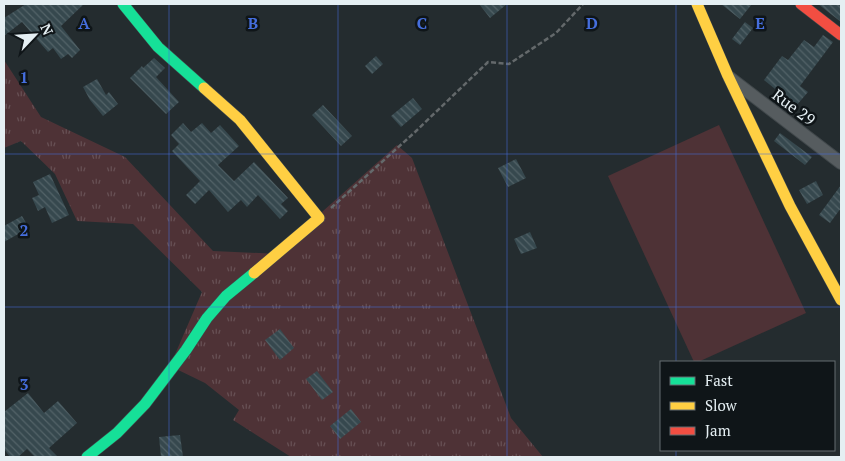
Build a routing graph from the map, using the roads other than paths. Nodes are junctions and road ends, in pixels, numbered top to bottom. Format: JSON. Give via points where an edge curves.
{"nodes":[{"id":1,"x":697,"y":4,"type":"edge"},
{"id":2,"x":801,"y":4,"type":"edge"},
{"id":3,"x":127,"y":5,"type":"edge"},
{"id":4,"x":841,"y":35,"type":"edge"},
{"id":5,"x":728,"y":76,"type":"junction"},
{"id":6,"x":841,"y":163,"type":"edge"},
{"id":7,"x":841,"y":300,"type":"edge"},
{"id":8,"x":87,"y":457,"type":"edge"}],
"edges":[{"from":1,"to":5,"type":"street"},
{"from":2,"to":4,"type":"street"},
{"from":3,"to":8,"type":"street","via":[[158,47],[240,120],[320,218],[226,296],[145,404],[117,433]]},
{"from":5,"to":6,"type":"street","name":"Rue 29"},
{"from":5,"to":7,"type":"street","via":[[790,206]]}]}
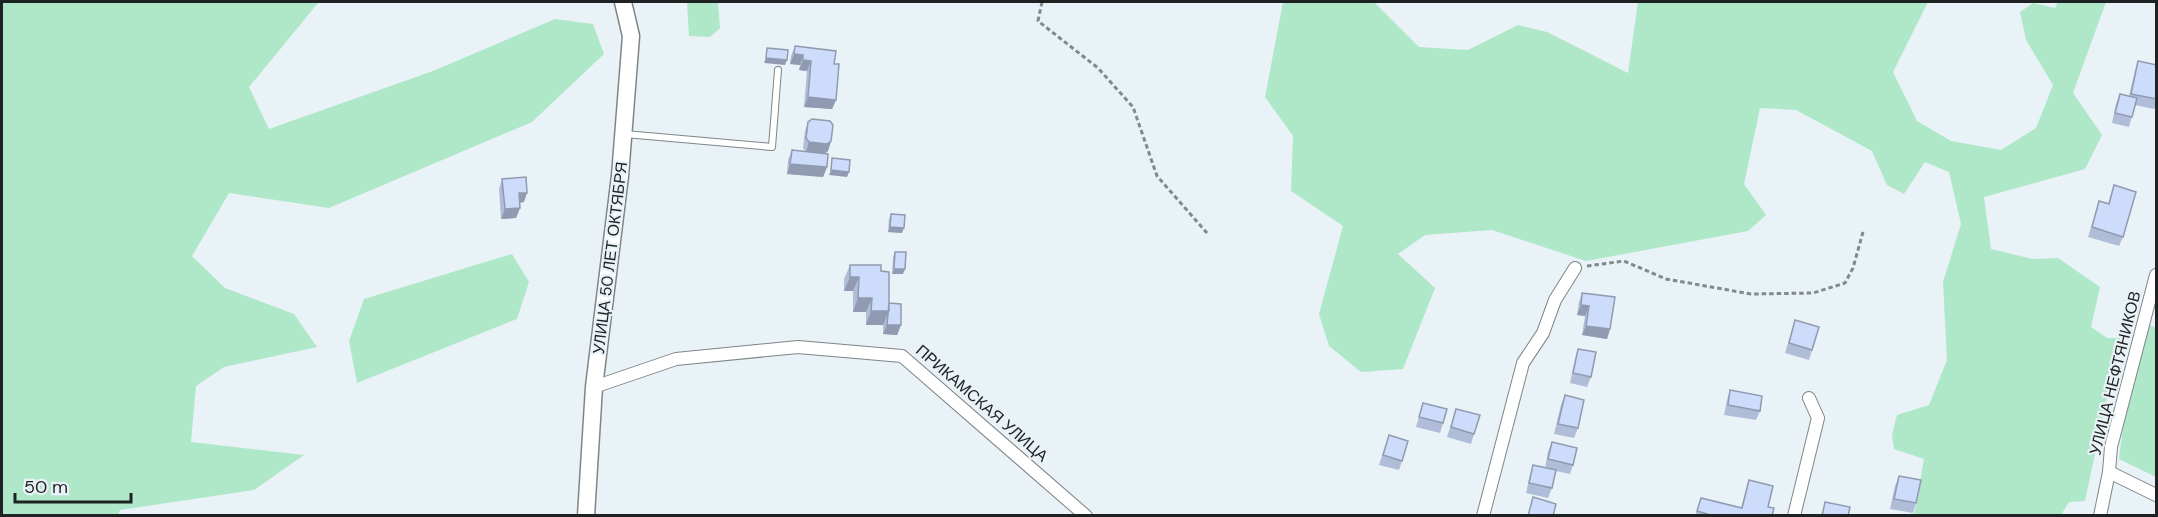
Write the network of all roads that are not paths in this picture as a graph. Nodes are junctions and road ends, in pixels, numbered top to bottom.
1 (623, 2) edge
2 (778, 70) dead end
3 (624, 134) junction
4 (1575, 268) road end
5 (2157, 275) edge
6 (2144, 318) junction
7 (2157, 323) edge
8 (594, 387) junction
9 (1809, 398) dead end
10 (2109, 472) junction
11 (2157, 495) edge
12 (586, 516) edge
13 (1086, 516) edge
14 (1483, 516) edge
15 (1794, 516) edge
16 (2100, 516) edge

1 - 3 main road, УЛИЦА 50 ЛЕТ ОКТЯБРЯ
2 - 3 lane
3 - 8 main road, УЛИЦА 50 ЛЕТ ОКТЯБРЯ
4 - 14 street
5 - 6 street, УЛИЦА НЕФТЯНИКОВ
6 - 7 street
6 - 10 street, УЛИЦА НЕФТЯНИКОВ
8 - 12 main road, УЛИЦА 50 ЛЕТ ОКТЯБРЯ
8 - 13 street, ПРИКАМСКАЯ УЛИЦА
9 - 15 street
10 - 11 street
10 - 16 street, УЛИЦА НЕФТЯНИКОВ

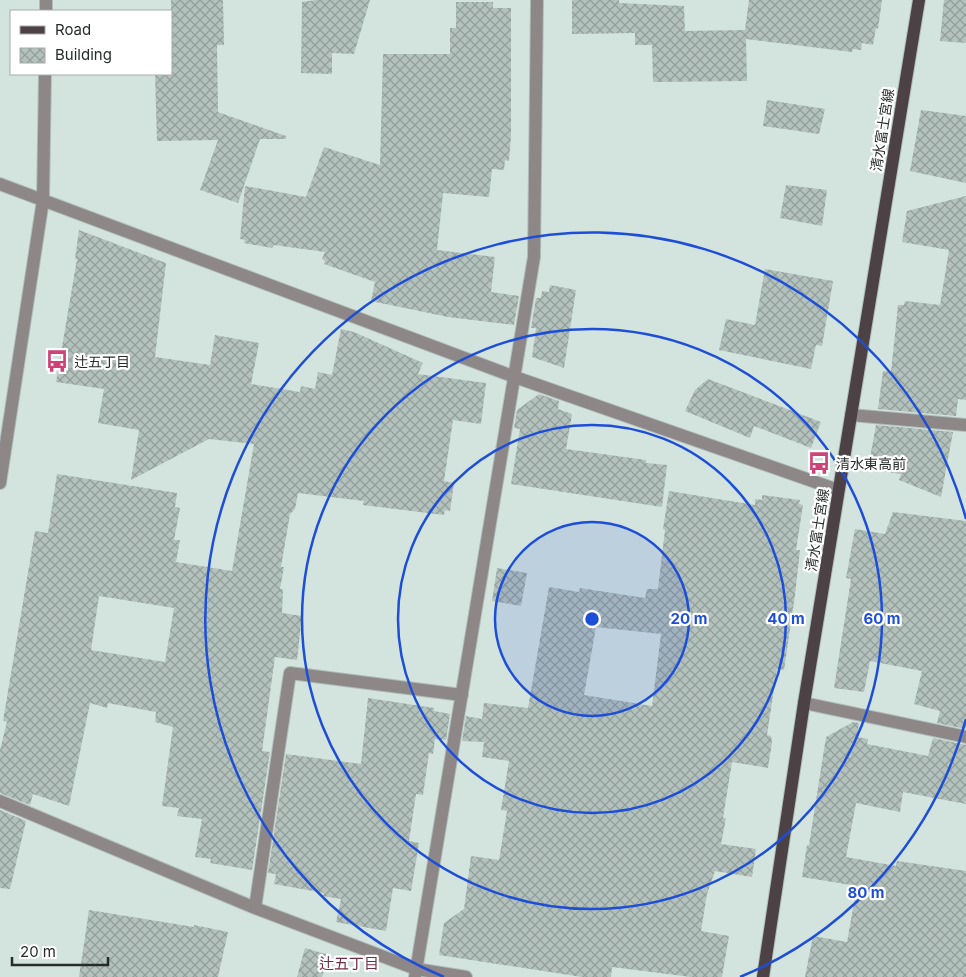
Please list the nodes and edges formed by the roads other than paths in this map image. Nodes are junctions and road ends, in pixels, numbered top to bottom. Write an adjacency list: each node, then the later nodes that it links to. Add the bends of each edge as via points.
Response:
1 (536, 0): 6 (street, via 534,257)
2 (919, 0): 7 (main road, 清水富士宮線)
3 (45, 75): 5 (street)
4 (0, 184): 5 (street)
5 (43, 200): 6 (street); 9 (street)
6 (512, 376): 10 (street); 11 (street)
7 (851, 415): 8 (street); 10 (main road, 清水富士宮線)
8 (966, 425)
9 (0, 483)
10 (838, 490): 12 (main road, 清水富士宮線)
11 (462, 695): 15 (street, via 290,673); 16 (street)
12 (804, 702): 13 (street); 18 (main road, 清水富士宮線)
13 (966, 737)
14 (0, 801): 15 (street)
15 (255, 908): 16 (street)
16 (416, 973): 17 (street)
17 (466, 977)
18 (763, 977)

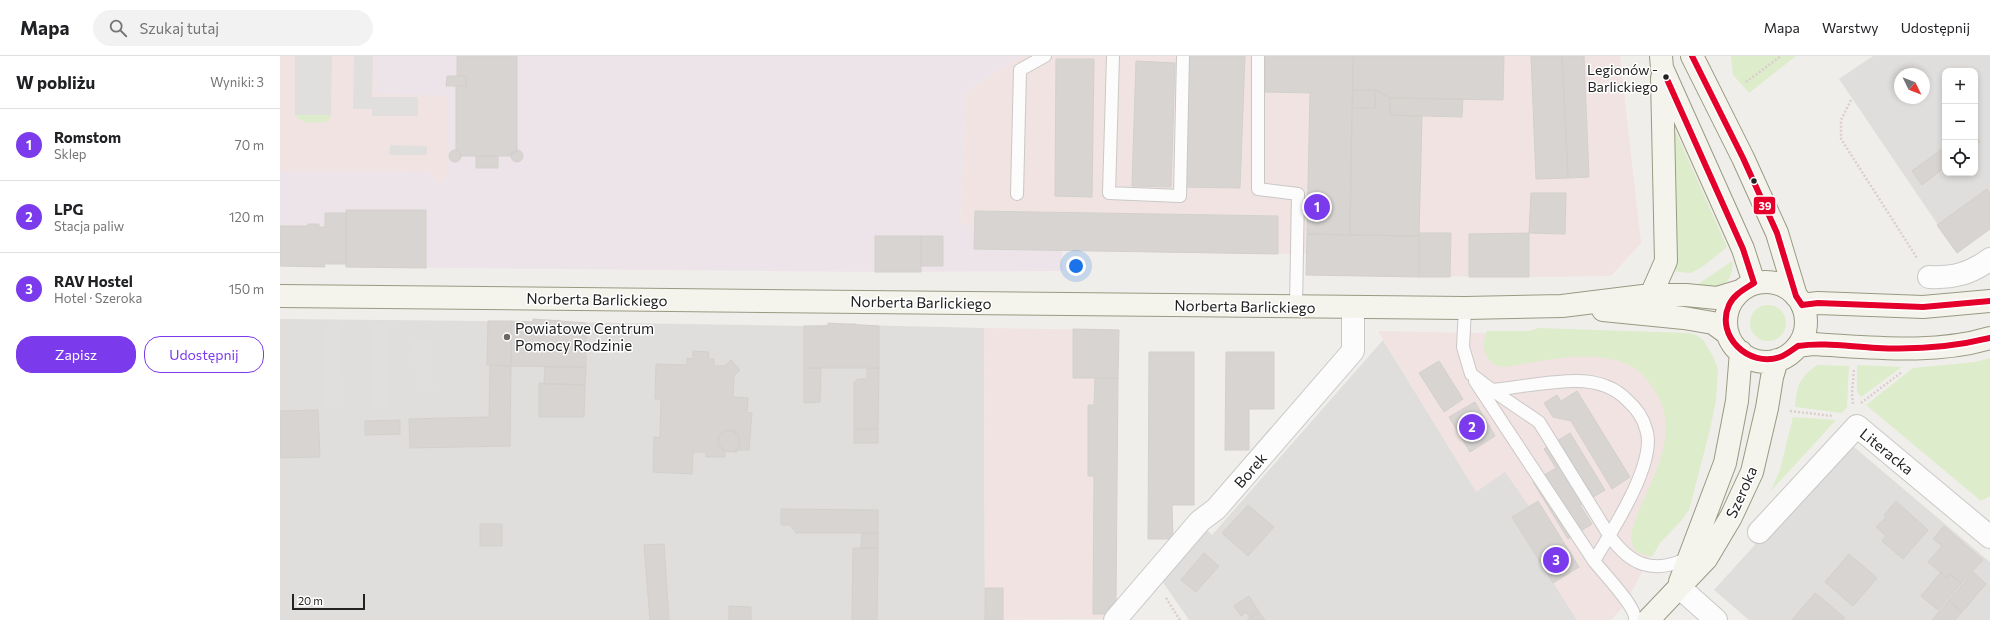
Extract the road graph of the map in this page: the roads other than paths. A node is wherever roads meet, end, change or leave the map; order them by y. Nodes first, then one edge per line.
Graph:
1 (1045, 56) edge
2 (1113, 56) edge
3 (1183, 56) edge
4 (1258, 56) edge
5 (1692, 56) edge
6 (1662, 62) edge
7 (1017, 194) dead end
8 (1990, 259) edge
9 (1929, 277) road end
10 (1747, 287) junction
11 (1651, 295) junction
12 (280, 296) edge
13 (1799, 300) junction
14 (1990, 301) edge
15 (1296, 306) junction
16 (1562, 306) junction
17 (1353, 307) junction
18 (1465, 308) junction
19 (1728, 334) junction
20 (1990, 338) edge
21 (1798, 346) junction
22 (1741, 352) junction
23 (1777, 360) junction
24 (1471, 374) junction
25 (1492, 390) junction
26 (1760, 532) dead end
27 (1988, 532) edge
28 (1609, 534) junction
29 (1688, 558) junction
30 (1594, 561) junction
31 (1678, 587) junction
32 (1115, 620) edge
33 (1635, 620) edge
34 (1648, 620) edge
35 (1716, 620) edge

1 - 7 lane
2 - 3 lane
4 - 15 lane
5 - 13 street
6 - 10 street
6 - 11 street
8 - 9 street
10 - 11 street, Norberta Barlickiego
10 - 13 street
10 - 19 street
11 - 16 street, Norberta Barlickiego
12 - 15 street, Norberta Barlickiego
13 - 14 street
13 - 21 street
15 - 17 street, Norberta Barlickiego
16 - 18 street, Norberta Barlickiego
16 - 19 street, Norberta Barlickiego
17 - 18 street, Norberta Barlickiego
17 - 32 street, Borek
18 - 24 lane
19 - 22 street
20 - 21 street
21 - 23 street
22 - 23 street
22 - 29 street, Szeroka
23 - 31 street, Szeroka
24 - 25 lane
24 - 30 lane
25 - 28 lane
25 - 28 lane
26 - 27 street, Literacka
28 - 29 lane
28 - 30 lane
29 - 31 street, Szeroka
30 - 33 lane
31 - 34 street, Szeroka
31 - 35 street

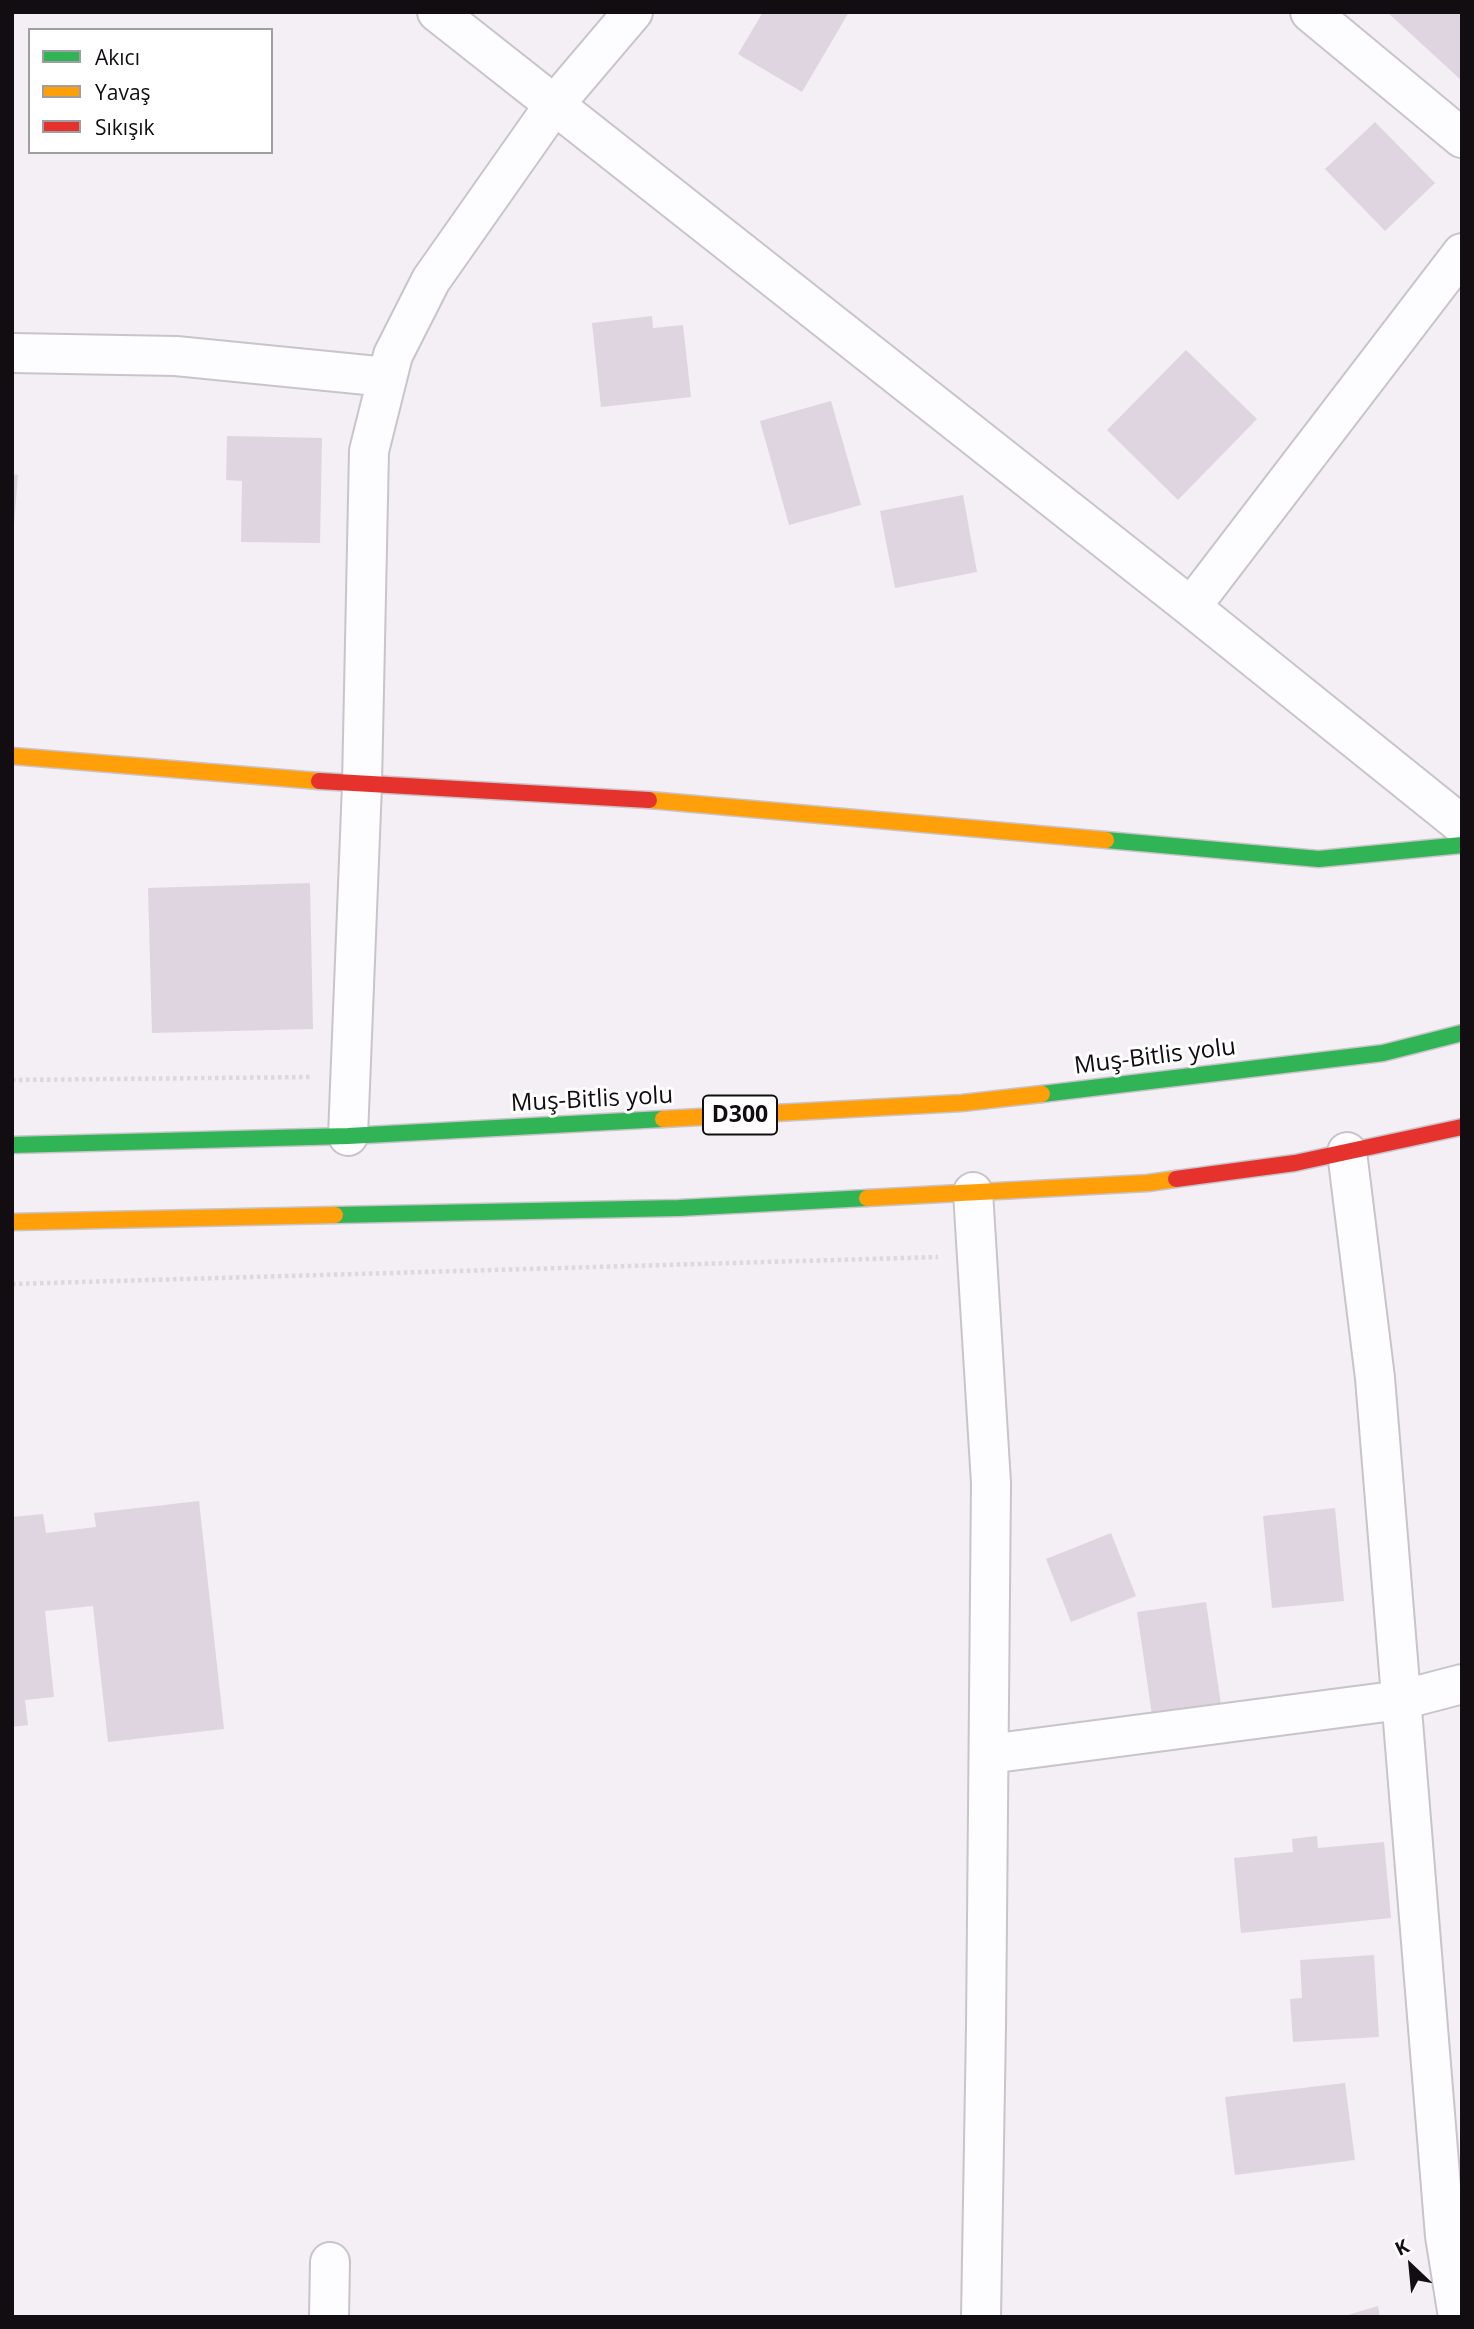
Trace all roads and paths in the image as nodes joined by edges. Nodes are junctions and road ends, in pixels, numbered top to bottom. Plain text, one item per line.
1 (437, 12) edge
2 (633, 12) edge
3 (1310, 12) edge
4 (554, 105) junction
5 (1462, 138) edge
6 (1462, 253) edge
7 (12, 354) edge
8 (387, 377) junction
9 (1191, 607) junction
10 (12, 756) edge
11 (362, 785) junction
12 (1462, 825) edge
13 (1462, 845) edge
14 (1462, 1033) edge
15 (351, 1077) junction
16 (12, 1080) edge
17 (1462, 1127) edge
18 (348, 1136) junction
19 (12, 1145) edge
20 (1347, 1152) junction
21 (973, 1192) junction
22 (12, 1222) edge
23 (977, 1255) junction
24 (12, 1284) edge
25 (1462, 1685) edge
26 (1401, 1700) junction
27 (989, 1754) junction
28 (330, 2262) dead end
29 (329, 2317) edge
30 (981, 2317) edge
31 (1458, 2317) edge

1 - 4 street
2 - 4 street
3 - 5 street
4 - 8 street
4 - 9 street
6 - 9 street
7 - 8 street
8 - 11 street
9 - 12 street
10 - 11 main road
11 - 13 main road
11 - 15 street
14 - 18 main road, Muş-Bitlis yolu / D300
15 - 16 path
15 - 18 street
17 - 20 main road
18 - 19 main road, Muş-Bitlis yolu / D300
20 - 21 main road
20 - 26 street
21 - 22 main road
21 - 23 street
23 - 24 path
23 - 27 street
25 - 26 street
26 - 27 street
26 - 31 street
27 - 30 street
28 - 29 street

## Exercise directions
Show the lines of the records above that mention "then".

## Result of this task
Please list the nodes and edges formed by the roads other than paths in this map image. Nodes are junctions and road ends, in pixels, numbered top to bottom. Write an adjacency list: each node, then the later nodes that it links to. Add the bends of each edge as via points.
Extract the road graph of the map in this page: the roads other than paths. A node is wherever roads meet, end, change or leave the map; order them by y. Nodes first, then one edge per line.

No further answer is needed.